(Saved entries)
━━━━━━━━━━━━━━━━

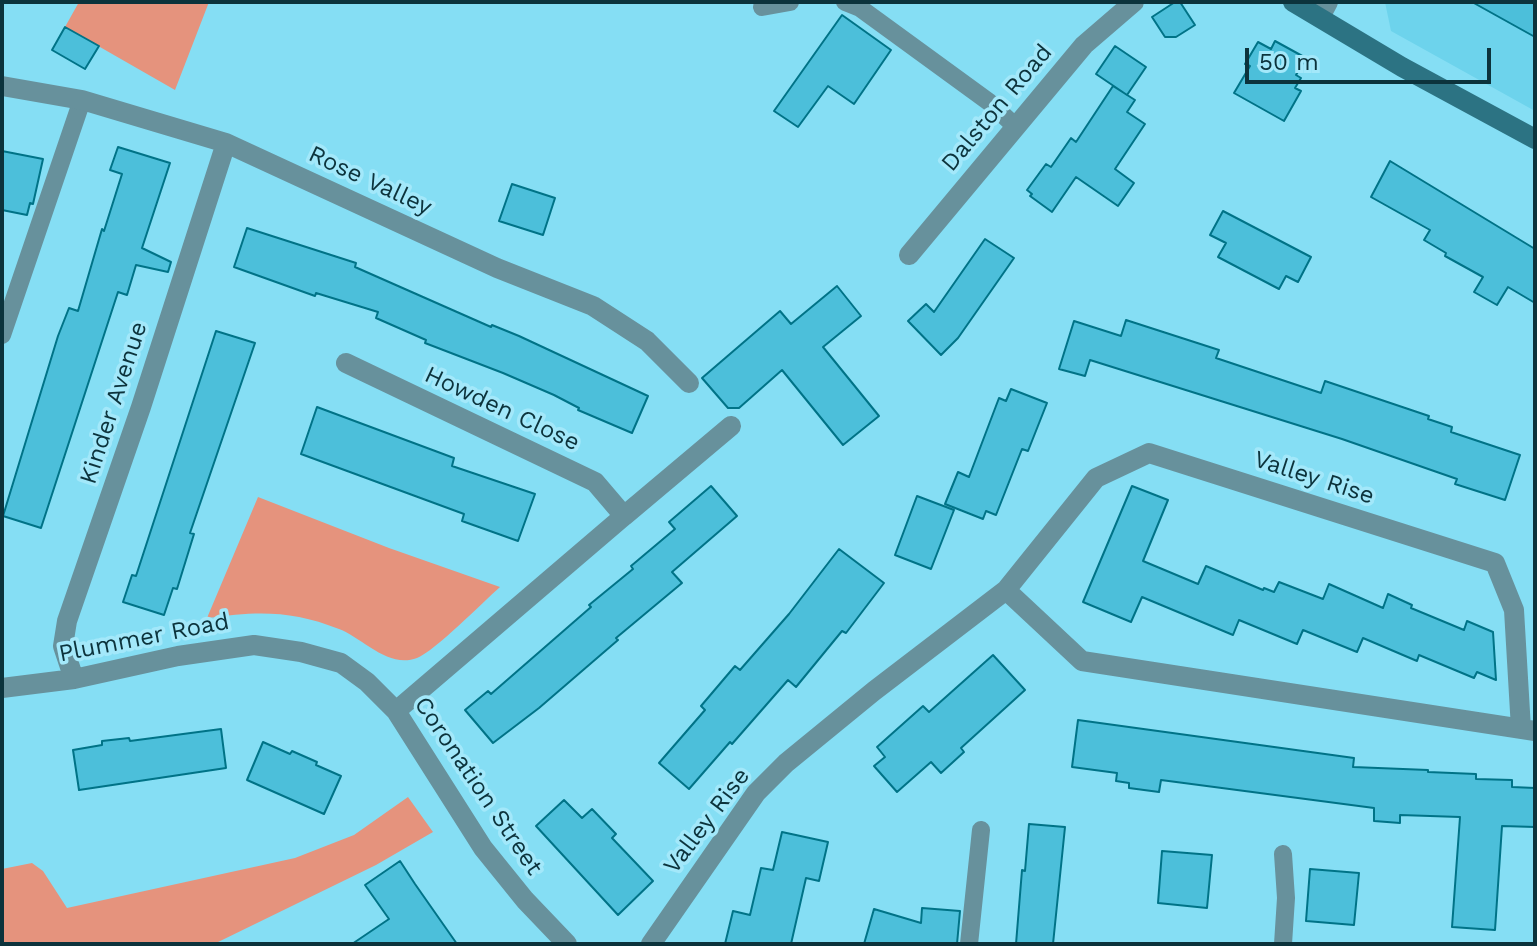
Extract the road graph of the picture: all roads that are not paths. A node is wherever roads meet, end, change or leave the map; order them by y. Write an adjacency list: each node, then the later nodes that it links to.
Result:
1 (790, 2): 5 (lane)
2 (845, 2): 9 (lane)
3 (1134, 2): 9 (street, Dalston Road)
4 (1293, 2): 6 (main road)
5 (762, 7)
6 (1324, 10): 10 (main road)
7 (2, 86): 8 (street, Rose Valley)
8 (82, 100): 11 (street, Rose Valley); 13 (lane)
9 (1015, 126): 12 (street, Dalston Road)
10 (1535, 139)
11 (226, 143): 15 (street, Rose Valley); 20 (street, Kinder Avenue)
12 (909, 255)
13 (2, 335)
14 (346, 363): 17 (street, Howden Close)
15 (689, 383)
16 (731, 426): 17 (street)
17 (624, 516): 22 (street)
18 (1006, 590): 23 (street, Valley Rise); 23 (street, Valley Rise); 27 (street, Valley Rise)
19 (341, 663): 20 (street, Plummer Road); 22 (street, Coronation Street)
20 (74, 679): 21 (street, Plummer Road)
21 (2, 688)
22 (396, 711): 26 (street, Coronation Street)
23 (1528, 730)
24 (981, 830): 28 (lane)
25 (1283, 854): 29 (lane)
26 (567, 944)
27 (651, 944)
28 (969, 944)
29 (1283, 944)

━━━━━━━━━━━━━━━━

Assignment: An exact copy of every entry, without pictures, should be your output.

Solution for this exercise:
Extract the road graph of the picture: all roads that are not paths. A node is wherever roads meet, end, change or leave the map; order them by y. Write an adjacency list: each node, then the later nodes that it links to.
Result:
1 (790, 2): 5 (lane)
2 (845, 2): 9 (lane)
3 (1134, 2): 9 (street, Dalston Road)
4 (1293, 2): 6 (main road)
5 (762, 7)
6 (1324, 10): 10 (main road)
7 (2, 86): 8 (street, Rose Valley)
8 (82, 100): 11 (street, Rose Valley); 13 (lane)
9 (1015, 126): 12 (street, Dalston Road)
10 (1535, 139)
11 (226, 143): 15 (street, Rose Valley); 20 (street, Kinder Avenue)
12 (909, 255)
13 (2, 335)
14 (346, 363): 17 (street, Howden Close)
15 (689, 383)
16 (731, 426): 17 (street)
17 (624, 516): 22 (street)
18 (1006, 590): 23 (street, Valley Rise); 23 (street, Valley Rise); 27 (street, Valley Rise)
19 (341, 663): 20 (street, Plummer Road); 22 (street, Coronation Street)
20 (74, 679): 21 (street, Plummer Road)
21 (2, 688)
22 (396, 711): 26 (street, Coronation Street)
23 (1528, 730)
24 (981, 830): 28 (lane)
25 (1283, 854): 29 (lane)
26 (567, 944)
27 (651, 944)
28 (969, 944)
29 (1283, 944)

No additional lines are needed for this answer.